The Trump Scandals, Ctd.

Frank Rich has thoughts on national security hazard & international grifter Jared Kushner, Republicans' response to Michael Cohen's testimony & the GOP's history of rampant & overt racism.

Morgan Chalfont of the Hill: "House Oversight and Reform Committee Chairman Elijah Cummings (D-Md.) is demanding that President Trump's White House comply with an ongoing investigation into the security clearance process, accusing the White House of stonewalling congressional requests for documents and transcribed interviews. Cummings also raised concerns Friday about the actions by President Trump and others in the White House in reaction to a New York Times report that Trump ordered then-chief of staff John Kelly to grant his son-in-law, Jared Kushner, a top-secret security clearance despite issues raised by the intelligence community and then-White House lawyer Donald McGahn. 'If true, these new reports raise grave questions about what derogatory information career officials obtained about Mr.

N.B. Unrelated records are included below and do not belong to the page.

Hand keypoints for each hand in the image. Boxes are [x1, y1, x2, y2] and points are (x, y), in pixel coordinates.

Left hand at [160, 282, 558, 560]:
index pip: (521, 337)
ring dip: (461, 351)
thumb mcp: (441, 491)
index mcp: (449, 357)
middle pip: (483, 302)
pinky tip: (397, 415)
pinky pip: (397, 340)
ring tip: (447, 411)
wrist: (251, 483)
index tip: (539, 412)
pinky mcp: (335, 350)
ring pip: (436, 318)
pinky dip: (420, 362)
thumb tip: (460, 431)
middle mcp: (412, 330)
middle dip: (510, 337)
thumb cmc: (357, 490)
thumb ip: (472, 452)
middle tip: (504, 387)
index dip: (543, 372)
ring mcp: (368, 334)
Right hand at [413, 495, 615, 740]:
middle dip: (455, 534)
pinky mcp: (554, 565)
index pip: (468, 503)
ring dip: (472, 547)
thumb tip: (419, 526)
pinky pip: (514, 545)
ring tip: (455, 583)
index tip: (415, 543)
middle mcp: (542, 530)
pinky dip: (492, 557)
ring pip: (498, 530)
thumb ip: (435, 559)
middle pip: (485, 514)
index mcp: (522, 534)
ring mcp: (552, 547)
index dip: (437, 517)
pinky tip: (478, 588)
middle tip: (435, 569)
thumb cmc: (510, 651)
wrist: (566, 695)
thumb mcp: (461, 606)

Kushner to recommend denying him access to our nation's most sensitive secrets, why President Trump concealed his role in overruling that recommendation, why General Kelly and Mr. McGahn both felt compelled to document these actions, and why your office is continuing to withhold key documents and witnesses from this Committee,' Cummings wrote in a letter to White House counsel Pat Cipollone on Friday." (Also linked yesterday afternoon.) ...

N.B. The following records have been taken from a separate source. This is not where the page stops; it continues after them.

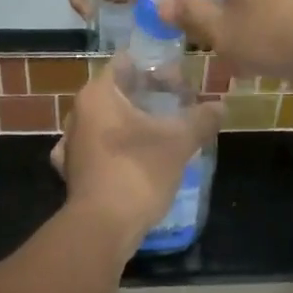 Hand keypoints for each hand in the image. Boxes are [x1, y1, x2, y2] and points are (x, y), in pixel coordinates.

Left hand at [52, 63, 224, 239]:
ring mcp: (72, 144)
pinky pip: (99, 147)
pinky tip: (136, 156)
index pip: (126, 64)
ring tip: (163, 130)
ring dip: (133, 121)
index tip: (181, 83)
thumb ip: (201, 120)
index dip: (156, 68)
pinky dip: (118, 146)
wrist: (102, 228)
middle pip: (116, 91)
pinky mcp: (73, 171)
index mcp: (98, 94)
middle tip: (179, 105)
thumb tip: (220, 106)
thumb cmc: (137, 172)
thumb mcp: (178, 142)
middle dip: (148, 95)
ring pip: (106, 120)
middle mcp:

... "Rachel Maddow highlights the changes in public statements issued by Jared Kushner attorney Abbe Lowell, which appear to be an effort by Lowell to make sure he isn't thrown under the bus for his client's duplicity on how he got his security clearance." Video. ...

... Mrs. Bea McCrabbie: All the pundits are asking why Trump & Ivanka (and apparently Jared, too, to his own attorney) are lying about something Donald has the legal right to do. Their best guesses are something about nepotism or embarrassment (as if anything could embarrass Trump). But I think Trump's reasons are obvious & nefarious. The benign reason for the lies is that passing out security clearances on the flimsy basis of family ties is an egregious breach of national security. But the corrupt reason is that Trump wants Jared be able to weaponize top secrets. Of course Jared might put some secrets to a public purpose if that purpose would enhance the family's status is some way. But what about the private utility of state secrets? For instance, wouldn't it be way easier to get a billion-dollar loan from Prince Mohammed bin Salman if Jared could wave in front of him secret evidence proving bin Salman's role in Jamal Khashoggi's murder? This is a crime family, and Kompromat is a valuable commodity in that line of work.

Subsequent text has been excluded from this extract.